Extracted material ▸
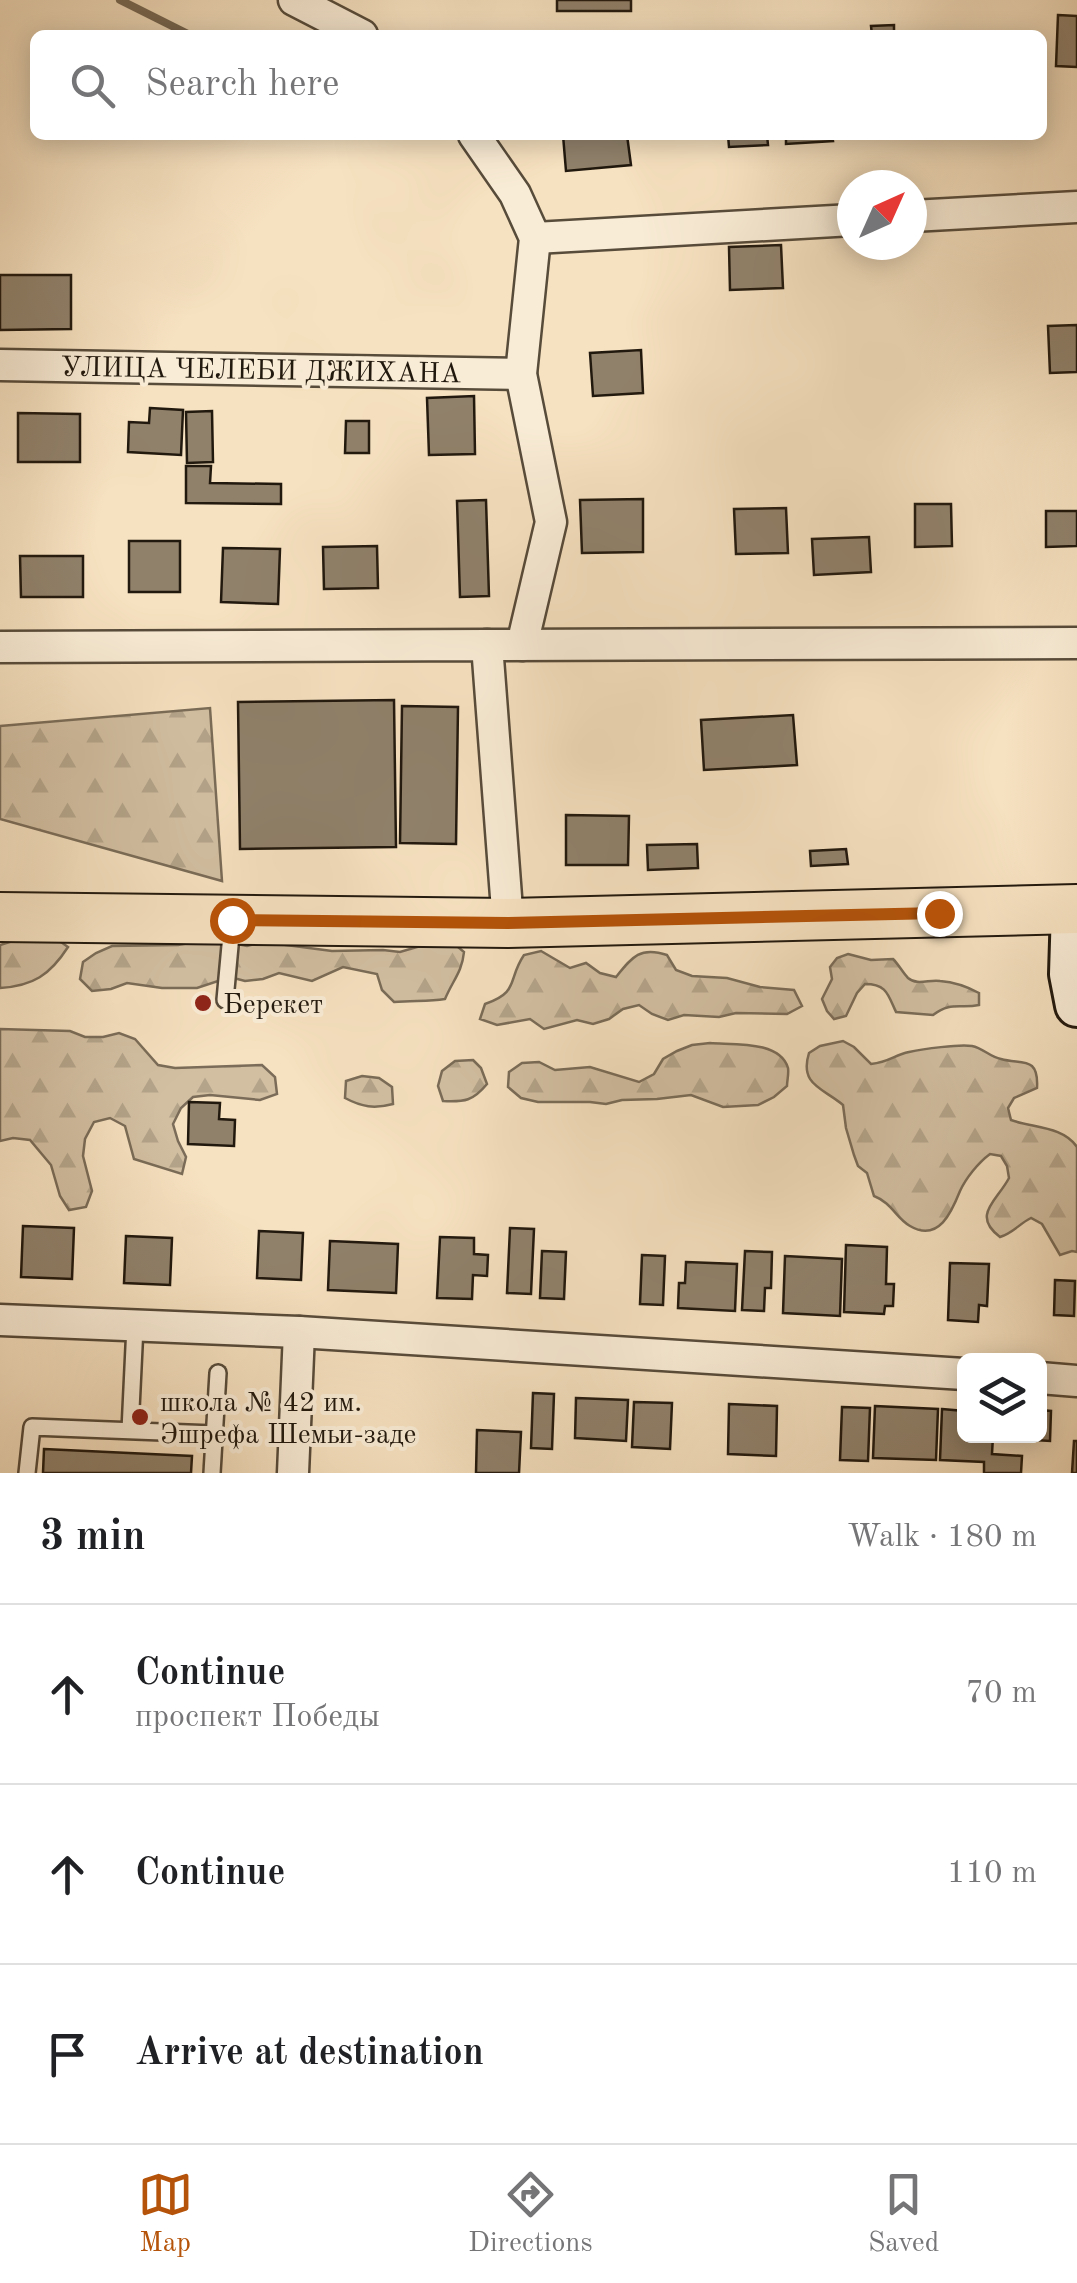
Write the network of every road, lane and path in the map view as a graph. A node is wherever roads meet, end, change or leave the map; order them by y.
1 (294, 0) edge
2 (352, 30) edge
3 (478, 140) edge
4 (1077, 207) edge
5 (927, 215) edge
6 (837, 221) edge
7 (535, 238) junction
8 (0, 364) edge
9 (522, 374) junction
10 (1077, 644) edge
11 (487, 645) junction
12 (522, 645) junction
13 (0, 646) edge
14 (1075, 909) edge
15 (0, 918) edge
16 (232, 920) junction
17 (508, 923) junction
18 (225, 1000) dead end
19 (1077, 1005) edge
20 (0, 1320) edge
21 (135, 1326) junction
22 (300, 1332) junction
23 (218, 1373) dead end
24 (957, 1374) edge
25 (1047, 1379) edge
26 (1077, 1381) edge
27 (130, 1430) junction
28 (214, 1434) junction
29 (27, 1473) edge
30 (212, 1473) edge
31 (293, 1473) edge

1 - 2 street
3 - 7 street
4 - 5 street
6 - 7 street
7 - 9 street
8 - 9 street, УЛИЦА ЧЕЛЕБИ ДЖИХАНА
9 - 12 street
10 - 12 street
11 - 12 street
11 - 13 street
11 - 17 street
14 - 17 main road
14 - 19 main road
15 - 16 main road
16 - 17 main road
16 - 18 lane
20 - 21 street
21 - 22 street
21 - 27 lane
22 - 24 street
22 - 31 street
23 - 28 lane
25 - 26 street
27 - 28 lane
27 - 29 lane
28 - 30 lane

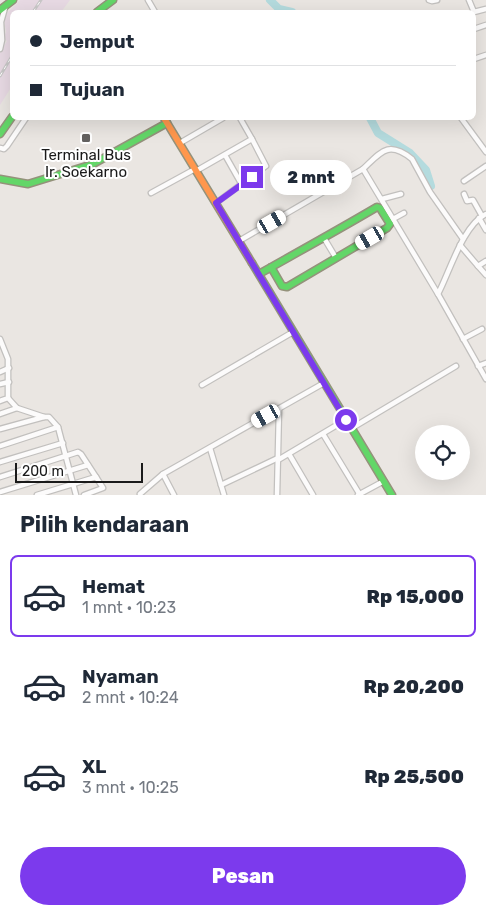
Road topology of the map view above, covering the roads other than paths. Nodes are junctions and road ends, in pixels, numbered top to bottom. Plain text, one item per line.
1 (13, 0) edge
2 (113, 0) edge
3 (429, 0) edge
4 (436, 0) edge
5 (469, 0) edge
6 (2, 9) edge
7 (102, 10) edge
8 (472, 10) edge
9 (0, 22) edge
10 (1, 45) edge
11 (10, 120) edge
12 (25, 120) edge
13 (166, 120) edge
14 (220, 120) edge
15 (241, 120) edge
16 (462, 120) edge
17 (0, 134) edge
18 (252, 139) junction
19 (180, 144) junction
20 (0, 148) edge
21 (486, 152) edge
22 (225, 155) junction
23 (486, 166) edge
24 (364, 169) junction
25 (196, 170) junction
26 (0, 179) edge
27 (464, 181) dead end
28 (242, 185) junction
29 (151, 193) dead end
30 (401, 194) dead end
31 (464, 194) dead end
32 (382, 199) junction
33 (216, 203) junction
34 (404, 213) dead end
35 (482, 216) edge
36 (393, 219) junction
37 (486, 230) edge
38 (324, 238) junction
39 (239, 241) junction
40 (461, 243) junction
41 (336, 258) junction
42 (481, 264) edge
43 (272, 267) junction
44 (259, 274) junction
45 (486, 275) edge
46 (438, 294) junction
47 (482, 329) dead end
48 (293, 332) junction
49 (0, 339) edge
50 (463, 339) junction
51 (486, 363) edge
52 (456, 366) dead end
53 (478, 366) junction
54 (9, 368) junction
55 (0, 372) edge
56 (486, 379) edge
57 (9, 382) junction
58 (324, 383) junction
59 (0, 384) edge
60 (202, 384) dead end
61 (8, 398) junction
62 (0, 401) edge
63 (17, 408) junction
64 (280, 408) junction
65 (0, 414) edge
66 (44, 417) junction
67 (346, 420) junction
68 (58, 427) junction
69 (352, 428) junction
70 (0, 429) edge
71 (323, 434) junction
72 (63, 442) junction
73 (0, 446) edge
74 (210, 448) junction
75 (288, 454) junction
76 (65, 456) junction
77 (278, 459) junction
78 (0, 462) edge
79 (88, 465) junction
80 (69, 471) junction
81 (163, 474) junction
82 (0, 477) edge
83 (96, 477) junction
84 (384, 481) junction
85 (73, 484) junction
86 (221, 485) junction
87 (1, 491) edge
88 (140, 494) dead end
89 (37, 495) edge
90 (76, 495) edge
91 (84, 495) edge
92 (174, 495) edge
93 (224, 495) edge
94 (277, 495) edge
95 (313, 495) edge
96 (359, 495) edge
97 (392, 495) edge

1 - 6 main road
2 - 7 main road
3 - 4 street
5 - 8 street
6 - 9 street
9 - 10 street
11 - 17 main road
12 - 20 street
13 - 19 main road
13 - 26 main road
14 - 19 street
15 - 18 street
16 - 21 street
18 - 22 street
18 - 28 street
19 - 25 main road
22 - 25 street
22 - 28 street
23 - 27 street
24 - 32 street
24 - 39 street
24 - 40 street
25 - 29 street
25 - 33 main road
28 - 33 street
30 - 32 street
31 - 35 street
32 - 36 street
33 - 39 main road
34 - 36 street
35 - 37 street
35 - 40 street
36 - 46 street
38 - 41 street
38 - 41 main road
38 - 43 main road
39 - 44 main road
40 - 42 street
40 - 46 street
41 - 43 main road
42 - 45 street
43 - 44 main road
44 - 48 main road
46 - 50 street
47 - 50 street
48 - 58 main road
48 - 60 street
49 - 54 street
50 - 53 street
51 - 53 street
52 - 69 street
53 - 56 street
54 - 55 street
54 - 57 street
57 - 59 street
57 - 61 street
58 - 64 street
58 - 67 main road
61 - 62 street
61 - 63 street
63 - 65 street
63 - 66 street
64 - 74 street
64 - 77 street
66 - 68 street
66 - 70 street
67 - 69 main road
67 - 71 street
68 - 72 street
68 - 73 street
69 - 84 main road
71 - 75 street
71 - 96 street
72 - 76 street
72 - 78 street
74 - 81 street
74 - 86 street
75 - 77 street
75 - 95 street
76 - 79 street
76 - 80 street
76 - 82 street
77 - 86 street
77 - 94 street
79 - 80 street
79 - 83 street
80 - 85 street
80 - 87 street
81 - 88 street
81 - 92 street
83 - 85 street
83 - 91 street
84 - 96 street
84 - 97 main road
85 - 89 street
85 - 90 street
86 - 93 street

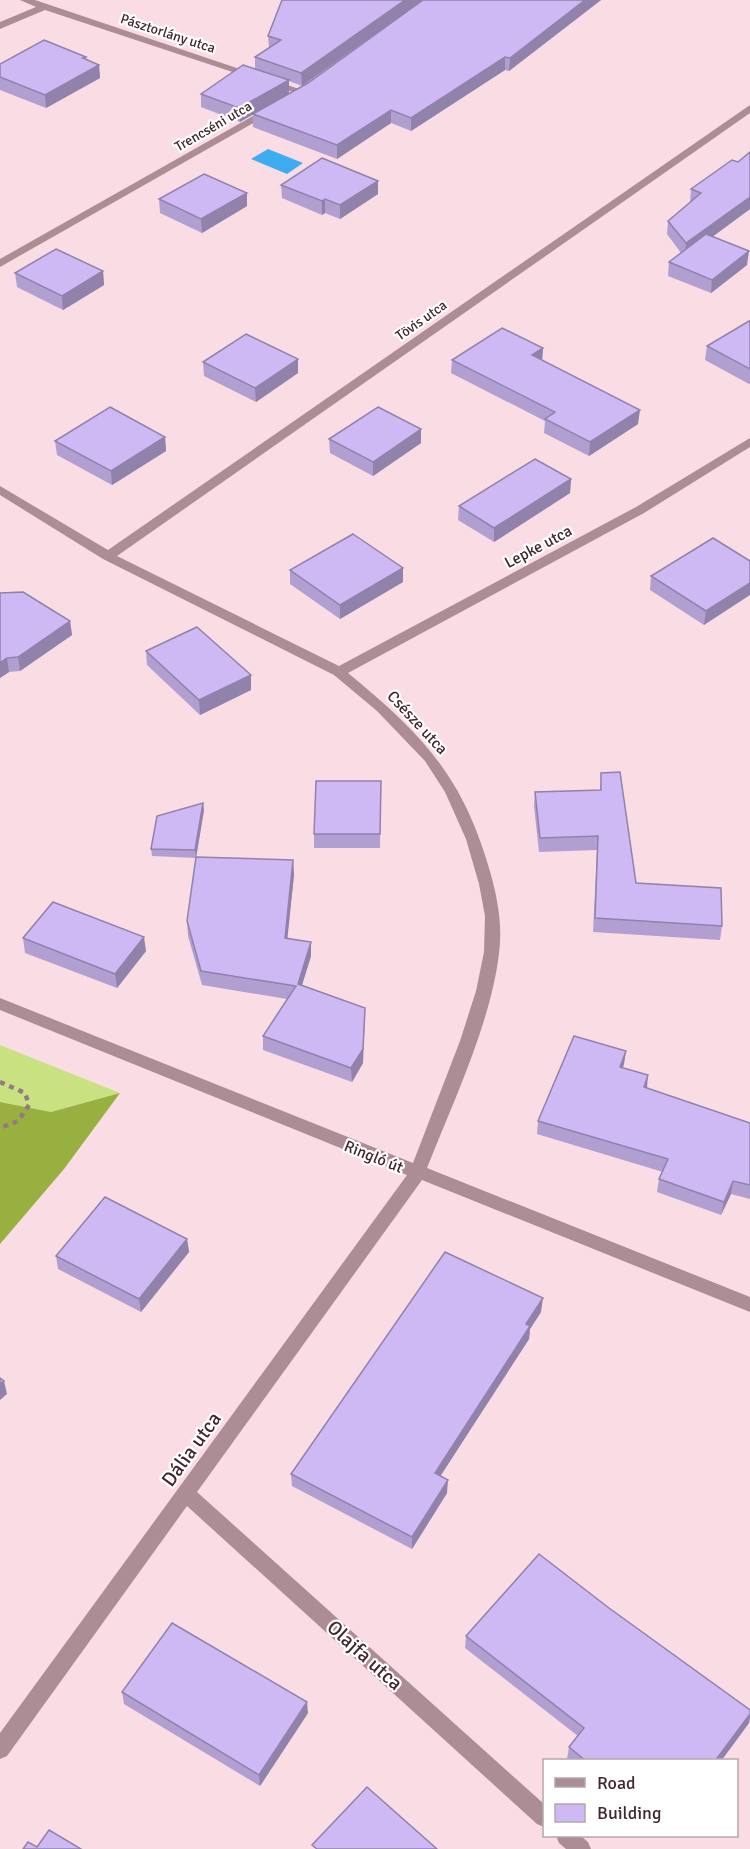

Required work ▸ Please report only the number of lines above that include "dead".

Response ▸ 11